Participated in underground Polish political life in occupied Poland during World War II. In 1939 Pużak became one of the founders of the underground Polish Socialist Party (Polska Partia Socjalistyczna), the PPS-WRN (Polish Socialist Party - Liberty Equality Independence or Polska Partia Socjalistyczna - Wolność, Równość, Niepodległość). He was commander-in-chief of Gwardia Ludowa WRN (People's Guard WRN) which was the military organization of the PPS. He was PPS representative in the underground Main Political Council (Główna Rada Polityczna). Since 1940 he was a member of the Political Consultative Committee (Polityczny Komitet Porozumiewawczy) at Union of Armed Struggle (Związek Walki Zbrojnej, ZWZ). Head of the Council of National Unity (Rada Jedności Narodowej) since 1944. He played a decisive role in formulating the programmatic declaration "What the Polish nation is fighting for?", strongly opposing any cooperation with the communists. In May 1944 nominated for vice-president, but he declined, refusing to leave Poland.

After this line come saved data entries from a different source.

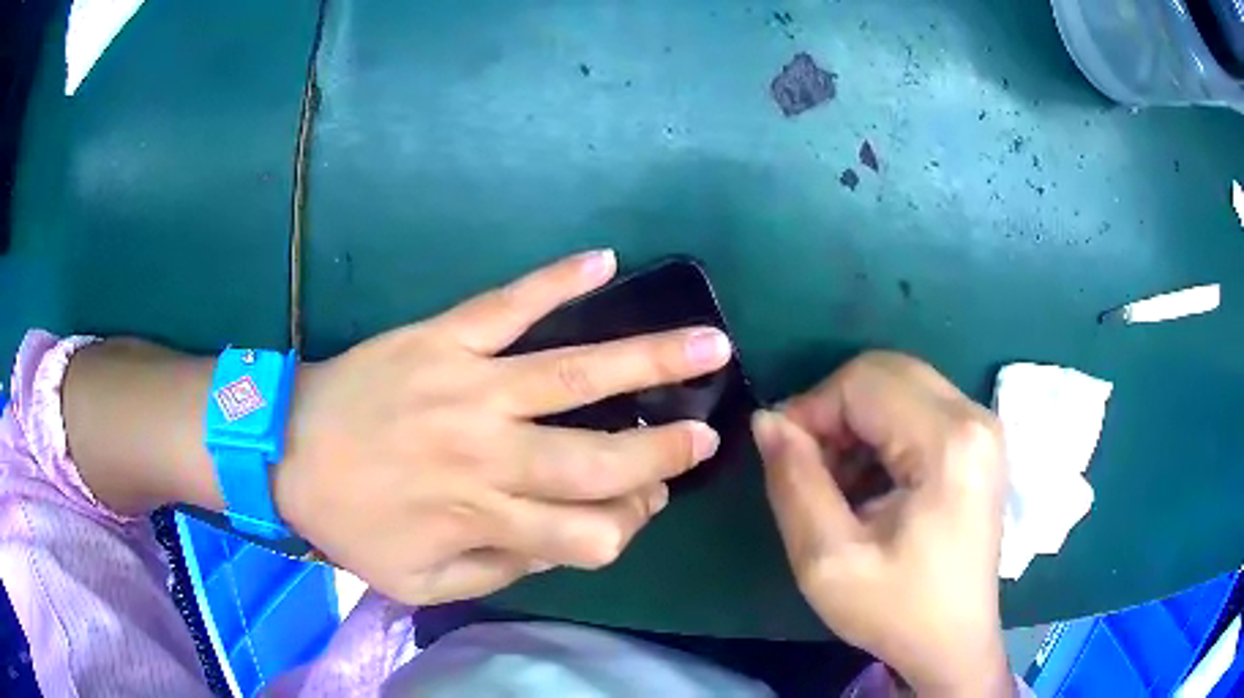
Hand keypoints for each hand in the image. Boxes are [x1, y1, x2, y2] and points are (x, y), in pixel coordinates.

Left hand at [274, 251, 731, 605]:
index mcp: (483, 518)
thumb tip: (560, 546)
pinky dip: (557, 281)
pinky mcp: (444, 337)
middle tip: (707, 435)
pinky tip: (604, 260)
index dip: (627, 526)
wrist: (285, 450)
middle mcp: (489, 454)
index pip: (589, 534)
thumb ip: (496, 573)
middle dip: (663, 454)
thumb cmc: (350, 522)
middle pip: (598, 461)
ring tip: (708, 344)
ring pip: (575, 374)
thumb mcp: (419, 582)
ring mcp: (469, 386)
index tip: (641, 507)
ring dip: (649, 360)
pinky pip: (508, 304)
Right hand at [753, 352, 1009, 695]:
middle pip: (884, 373)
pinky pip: (917, 408)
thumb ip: (793, 483)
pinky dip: (880, 433)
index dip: (810, 408)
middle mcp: (973, 416)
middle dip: (833, 411)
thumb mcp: (828, 560)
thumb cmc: (896, 611)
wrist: (955, 643)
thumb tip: (767, 421)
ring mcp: (982, 426)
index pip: (862, 382)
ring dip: (855, 423)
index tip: (782, 456)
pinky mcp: (979, 442)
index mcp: (948, 441)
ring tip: (836, 483)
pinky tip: (868, 483)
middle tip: (807, 467)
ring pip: (899, 386)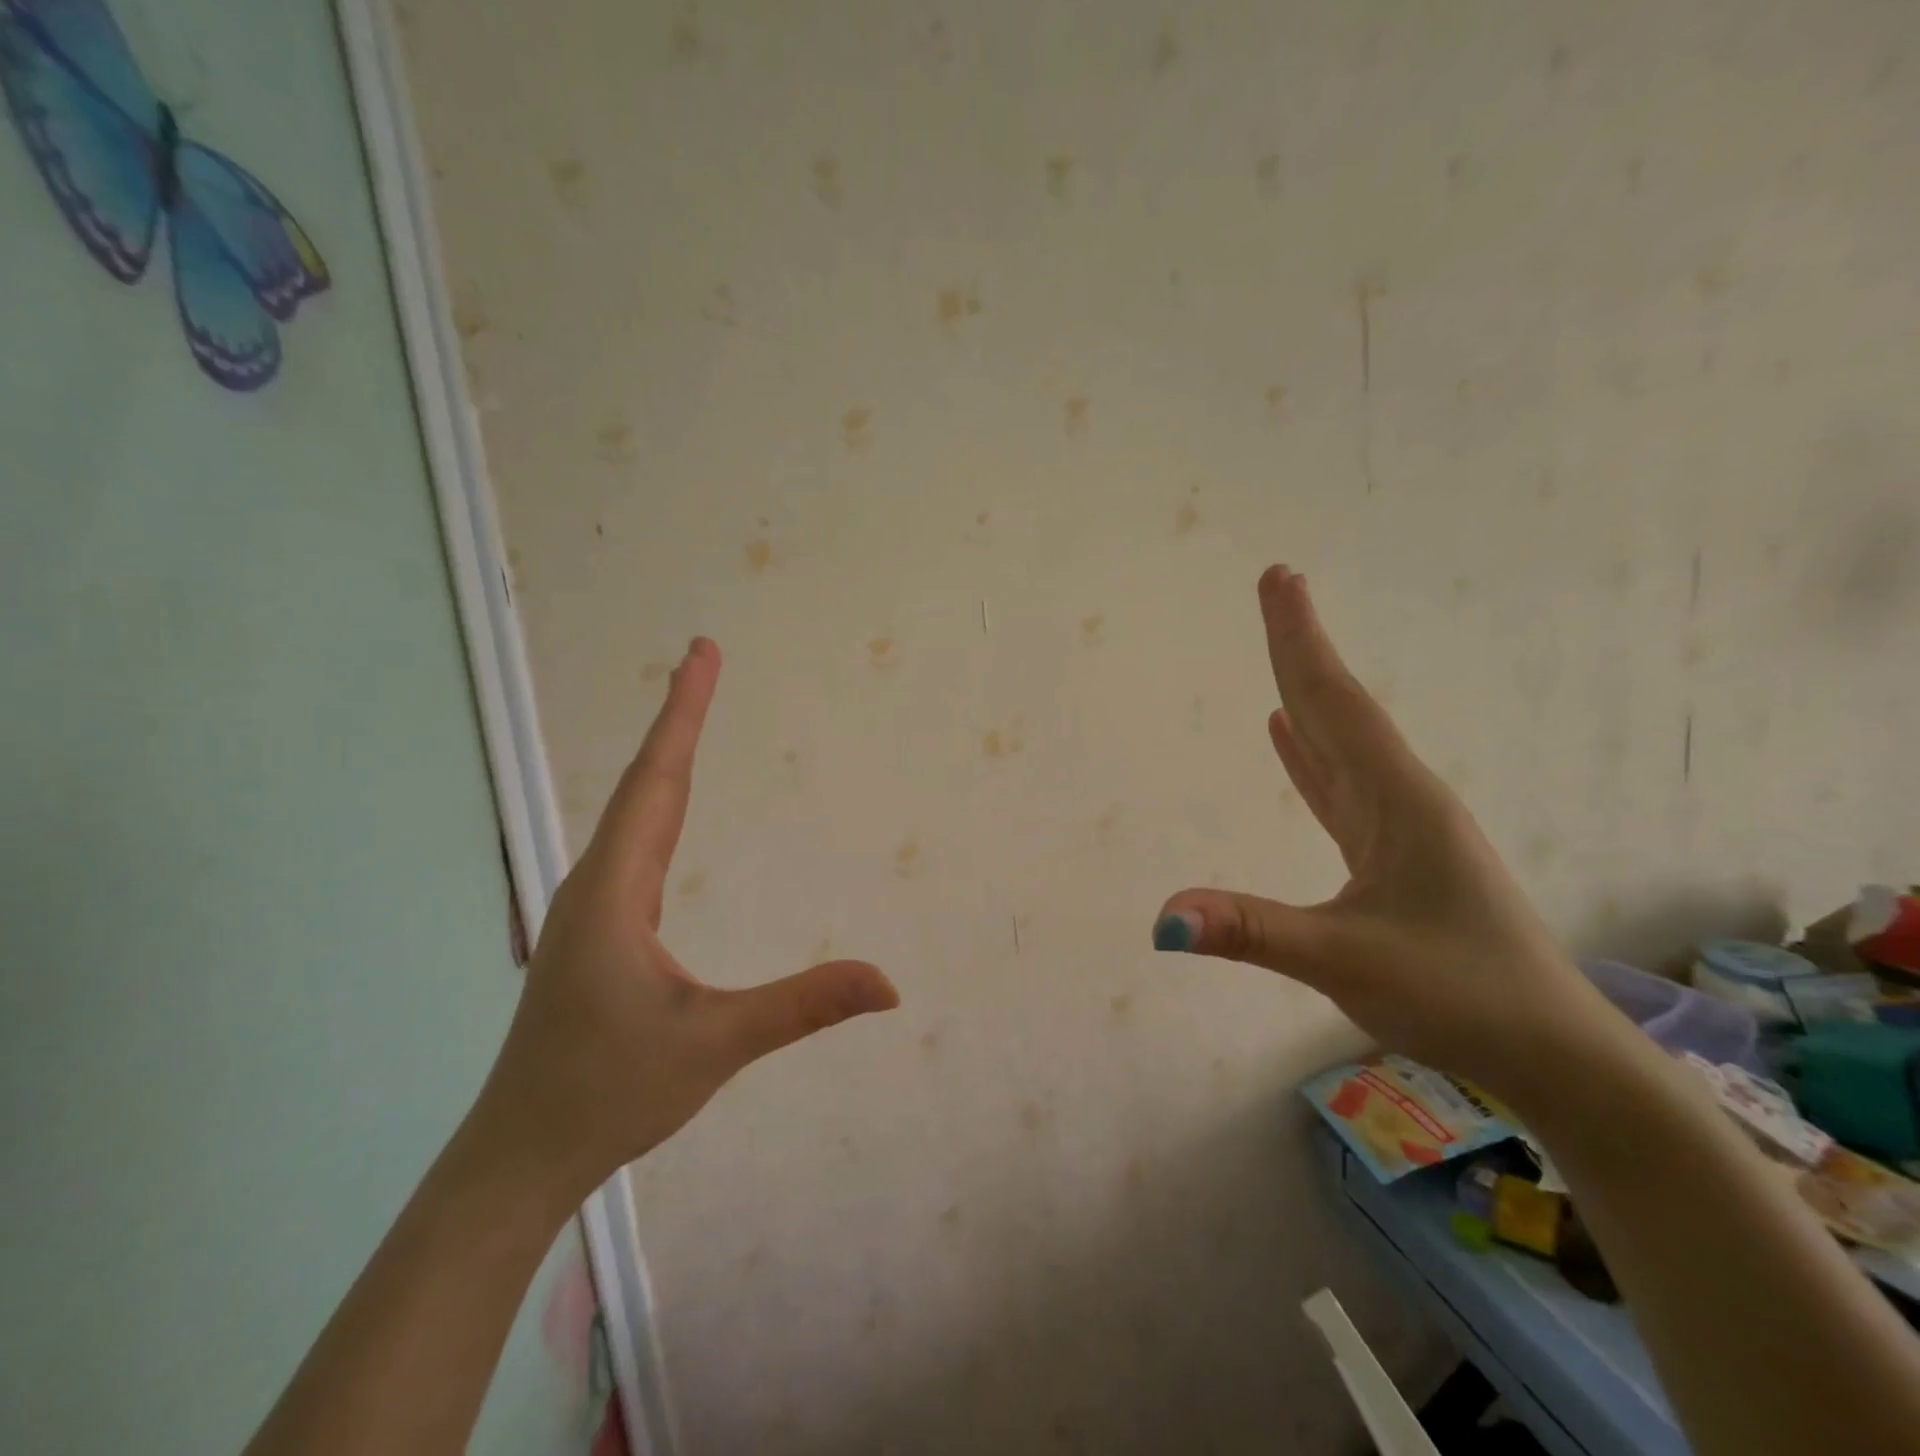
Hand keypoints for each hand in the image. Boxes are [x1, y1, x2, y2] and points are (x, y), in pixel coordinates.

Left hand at [472, 638, 898, 1192]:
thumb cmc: (608, 1094)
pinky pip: (637, 842)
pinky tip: (673, 808)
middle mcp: (597, 881)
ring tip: (694, 712)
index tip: (702, 652)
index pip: (660, 781)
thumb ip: (802, 1006)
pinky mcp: (598, 925)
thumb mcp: (715, 1043)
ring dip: (667, 755)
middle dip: (679, 716)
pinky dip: (662, 801)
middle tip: (704, 659)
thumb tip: (889, 983)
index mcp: (615, 890)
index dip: (683, 713)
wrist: (521, 1154)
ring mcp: (592, 903)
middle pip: (647, 782)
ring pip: (636, 810)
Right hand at [1153, 567, 1615, 1105]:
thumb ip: (1252, 931)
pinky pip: (1339, 786)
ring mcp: (1398, 825)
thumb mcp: (1346, 961)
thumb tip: (1162, 917)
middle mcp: (1399, 797)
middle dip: (1301, 647)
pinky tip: (1290, 737)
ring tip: (1281, 650)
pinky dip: (1310, 754)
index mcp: (1396, 800)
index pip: (1334, 702)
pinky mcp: (1392, 854)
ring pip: (1340, 741)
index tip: (1279, 579)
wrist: (1550, 1053)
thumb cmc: (1458, 995)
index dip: (1300, 640)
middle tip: (1278, 587)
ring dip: (1307, 692)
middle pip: (1337, 706)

During the Warsaw Uprising (August 1–October 1, 1944)—which he criticized before it was started—Pużak was in Warsaw. After the capitulation of the capital, he left the city together with the civil population and continued his underground activities.

After the Soviet forces drove the Germans from Polish territories, NKVD general Ivan Serov invited Polish underground leaders for negotiations to discuss the aftermath of the Yalta Agreement. Pużak suspected deceit but nonetheless decided to attend to show the willingness of the resistance to work within the Yalta framework. He was promptly arrested by the Soviets, together with fifteen other Polish leaders. In the Trial of the Sixteen, which took place in Moscow in 1945, he was sentenced to 18 months in prison. Released in November 1945 after an amnesty, he refused to emigrate and instead elected to stay in Poland and continue his activity in the anti-communist opposition. During that time, he wrote his memoirs (Wspomnienia 1939-1945, published in Paris in 1977). Pużak was again arrested by the Urząd Bezpieczeństwa in 1947 and 1948. After another show trial against leaders of the PPS-WRN, he was sentenced to 10 years in prison, which was later reduced to 5 years imprisonment. Pużak died in prison in Rawicz on April 30, 1950, and was secretly buried in Powązki Cemetery.

During World War II, he was awarded with Virtuti Militari (V class)[2] and posthumously with the Armia Krajowa Cross by the Polish government in exile. In post-communist Poland in 1996, he was posthumously decorated with the Order of the White Eagle.